Le vrai dysfonctionnement, me semble-t-il, provient de ce que « les règles d’engagement » de la fonction publique, les conditions fondamentales d’exercice de sa mission, sont en contradiction radicale avec les quatre principes unanimement reconnus de performance d’une organisation : responsabilité, exemplarité, convergence d’intérêt, compétence. Jugez plutôt :

  • les fonctionnaires ne sont, en pratique, statutairement pas responsables de leurs actes professionnels. Nous en avons une nouvelle fois l’illustration avec le maintien de Jérôme Salomon à son poste du Directeur de la Santé, malgré sa performance abyssale,
  • ils ne sont pas tenus de respecter la plupart des lois et règlements qu’ils édictent : actuellement, sur présentation de leur carte de fonctionnaire, ils sont exemptés des protocoles sanitaires qu’ils ont eux-mêmes conçus et brutalement imposés aux Français. Maintenant, nous savons qu’ils font la fête dans les bureaux, assistent à des repas clandestins ou déjeunent à la salle à manger du Sénat,
  • leur caste est structurellement en conflit d’intérêt avec les Français : nous citoyens souhaitons qu’ils réduisent le coût de l’Etat et donc nos impôts, alors que leur intérêt est, à l’opposé, de s’approprier une part grandissante du travail et du patrimoine des Français,
  • enfin, de par leur emploi garanti à vie, ils n’ont aucune idée du monde économique dans lequel vivent les Français alors qu’ils passent leur temps à le réguler.
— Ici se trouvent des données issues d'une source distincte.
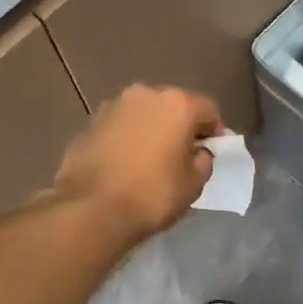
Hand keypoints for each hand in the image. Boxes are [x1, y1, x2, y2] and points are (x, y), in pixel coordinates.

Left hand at [53, 84, 223, 241]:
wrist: (91, 209)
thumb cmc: (153, 194)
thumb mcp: (194, 184)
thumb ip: (204, 160)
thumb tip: (198, 152)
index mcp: (177, 104)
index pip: (208, 110)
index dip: (214, 133)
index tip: (212, 153)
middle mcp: (145, 94)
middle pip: (173, 106)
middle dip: (180, 127)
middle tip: (182, 155)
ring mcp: (112, 106)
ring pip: (143, 114)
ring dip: (151, 130)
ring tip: (150, 160)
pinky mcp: (89, 123)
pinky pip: (119, 127)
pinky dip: (127, 139)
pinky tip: (125, 164)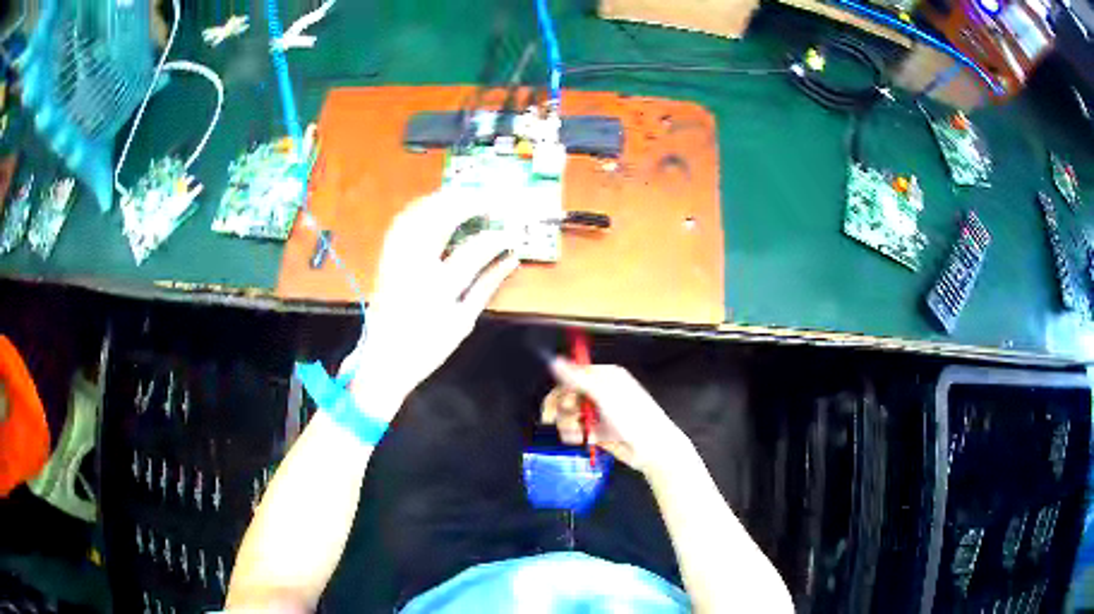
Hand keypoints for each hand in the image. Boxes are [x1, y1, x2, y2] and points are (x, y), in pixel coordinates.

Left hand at [345, 192, 518, 418]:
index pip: (475, 249)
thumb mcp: (463, 322)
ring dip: (443, 200)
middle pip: (441, 218)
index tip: (512, 234)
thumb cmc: (426, 349)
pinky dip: (419, 209)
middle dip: (468, 203)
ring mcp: (396, 258)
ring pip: (418, 214)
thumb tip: (510, 260)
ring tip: (464, 196)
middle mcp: (415, 264)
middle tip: (489, 200)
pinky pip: (400, 223)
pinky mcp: (385, 258)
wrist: (382, 361)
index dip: (497, 238)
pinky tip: (433, 206)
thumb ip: (487, 286)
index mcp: (438, 286)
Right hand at [541, 360, 688, 473]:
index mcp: (605, 377)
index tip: (557, 402)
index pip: (573, 375)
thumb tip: (555, 361)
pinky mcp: (597, 430)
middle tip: (562, 418)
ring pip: (569, 414)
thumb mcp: (604, 395)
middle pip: (567, 395)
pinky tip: (582, 439)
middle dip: (562, 408)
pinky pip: (576, 429)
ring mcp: (599, 412)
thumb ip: (577, 378)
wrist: (652, 449)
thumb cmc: (635, 418)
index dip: (561, 388)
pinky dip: (575, 435)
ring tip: (577, 433)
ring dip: (568, 424)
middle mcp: (601, 392)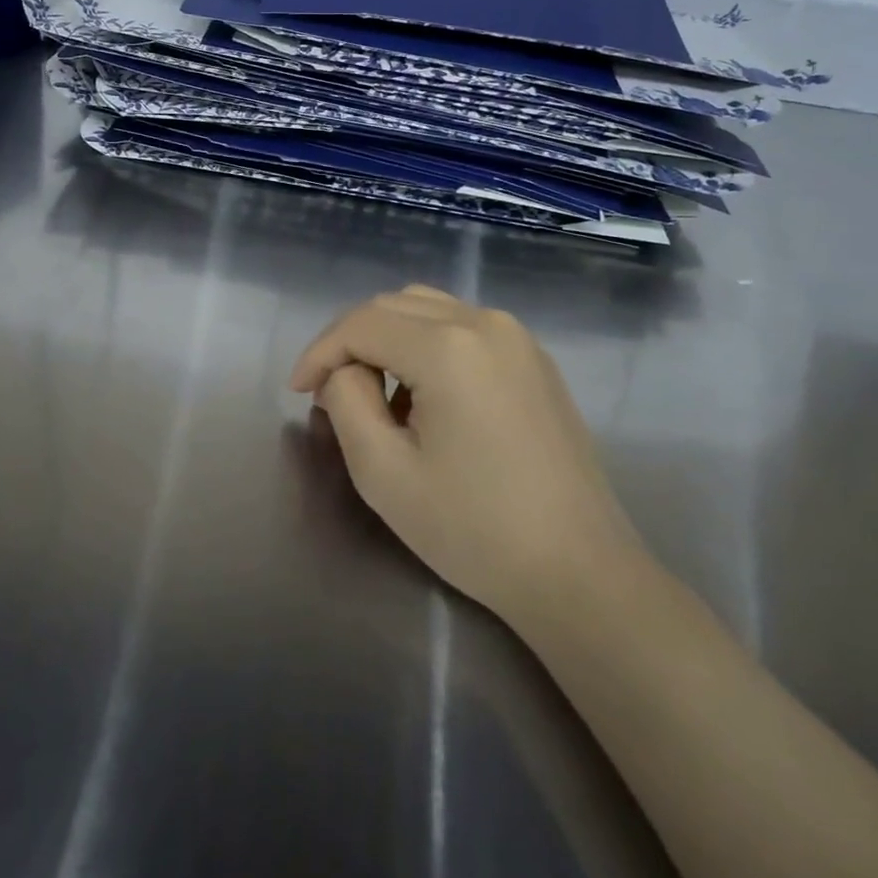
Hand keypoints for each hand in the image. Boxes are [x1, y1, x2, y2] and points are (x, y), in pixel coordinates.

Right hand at [291, 285, 645, 625]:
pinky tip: (425, 395)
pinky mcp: (534, 358)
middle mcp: (485, 322)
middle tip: (329, 392)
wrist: (580, 572)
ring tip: (375, 394)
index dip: (320, 352)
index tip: (298, 392)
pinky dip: (427, 345)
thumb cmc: (475, 529)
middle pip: (394, 306)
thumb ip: (346, 403)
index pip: (361, 324)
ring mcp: (517, 337)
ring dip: (388, 339)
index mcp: (448, 346)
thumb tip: (344, 372)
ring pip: (429, 309)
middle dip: (351, 342)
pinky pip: (464, 328)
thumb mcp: (384, 473)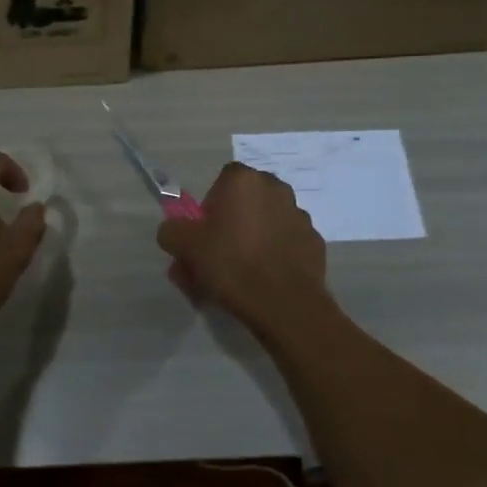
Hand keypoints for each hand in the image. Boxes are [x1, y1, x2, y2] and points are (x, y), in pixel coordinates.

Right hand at [156, 162, 332, 337]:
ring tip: (240, 277)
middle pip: (244, 203)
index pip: (221, 182)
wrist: (285, 305)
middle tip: (216, 259)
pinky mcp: (315, 242)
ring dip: (252, 240)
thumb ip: (171, 231)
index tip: (203, 235)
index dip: (209, 208)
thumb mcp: (184, 246)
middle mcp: (276, 188)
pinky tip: (264, 281)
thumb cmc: (231, 265)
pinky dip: (274, 256)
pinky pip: (285, 244)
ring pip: (265, 224)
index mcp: (244, 181)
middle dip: (230, 225)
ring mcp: (299, 215)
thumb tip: (175, 231)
Inutile de faire des réformettes des écoles de formation à la fonction publique, tant qu’ils bafouent les fondamentaux de la bonne performance d’une organisation, l’administration publique et l’Etat sont condamnés à dysfonctionner gravement. C’est d’ailleurs ce que nous constatons avec une consternation grandissante depuis plus de 40 ans.

En tuant le symbole, la caste préserve l’essentiel

Les dysfonctionnements que nous avons relevés ci-dessus trouvent leur source dans le statut de fonctionnaires qui confère aux fonctionnaires français des privilèges inouïs, quasiment uniques au monde :

  • un emploi garanti à vie,
  • une irresponsabilité statutaire dans l’exercice de leur fonction,
  • le droit de faire grève,
  • le droit d’être candidat à des mandats électifs et de retrouver leur poste et leur rémunération de fonctionnaire en cas de malheur électoral.

Ce statut, rédigé, rappelons-le, en 1946 par la CGT et le cabinet de Maurice Thorez, alors premier secrétaire du Parti Communiste français, a permis aux fonctionnaires de mettre la main sur les pouvoir exécutifs, administratifs, législatifs et judiciaires et de contrôler les contre-pouvoirs que sont les partis politiques, les syndicats et la presse, comme exposé dans « Vendons les Parisiens ! ».

En prime il leur confère le privilège de vivre dans un monde rêvé, dans une réalité parallèle, déconnectée de celle des Français. Les fonctionnaires ne sont en effet pas confrontés aux menaces quotidiennes que vivent le reste de la population : ils ne connaissent pas le chômage, leur statut leur donne la priorité dans la location de leur logement ou dans le financement de son acquisition, ils n’ont pas à craindre de conséquences sérieuses en cas de non performance professionnelle, ils bénéficient d’un système financier et de retraite privilégié par rapport au reste de la population. Pour finir, l’INSEE l’a enfin dévoilé, les revenus moyens des fonctionnaires d’Etat sont désormais environ 20% supérieurs à ceux du privé.

Toute l’action de la caste des fonctionnaires, emmenée par le Président Emmanuel Macron qui a impérativement besoin de son soutien, est d’éviter que ce statut ne soit remis en cause. Telle est la motivation profonde de la suppression de l’ENA annoncée par Emmanuel Macron.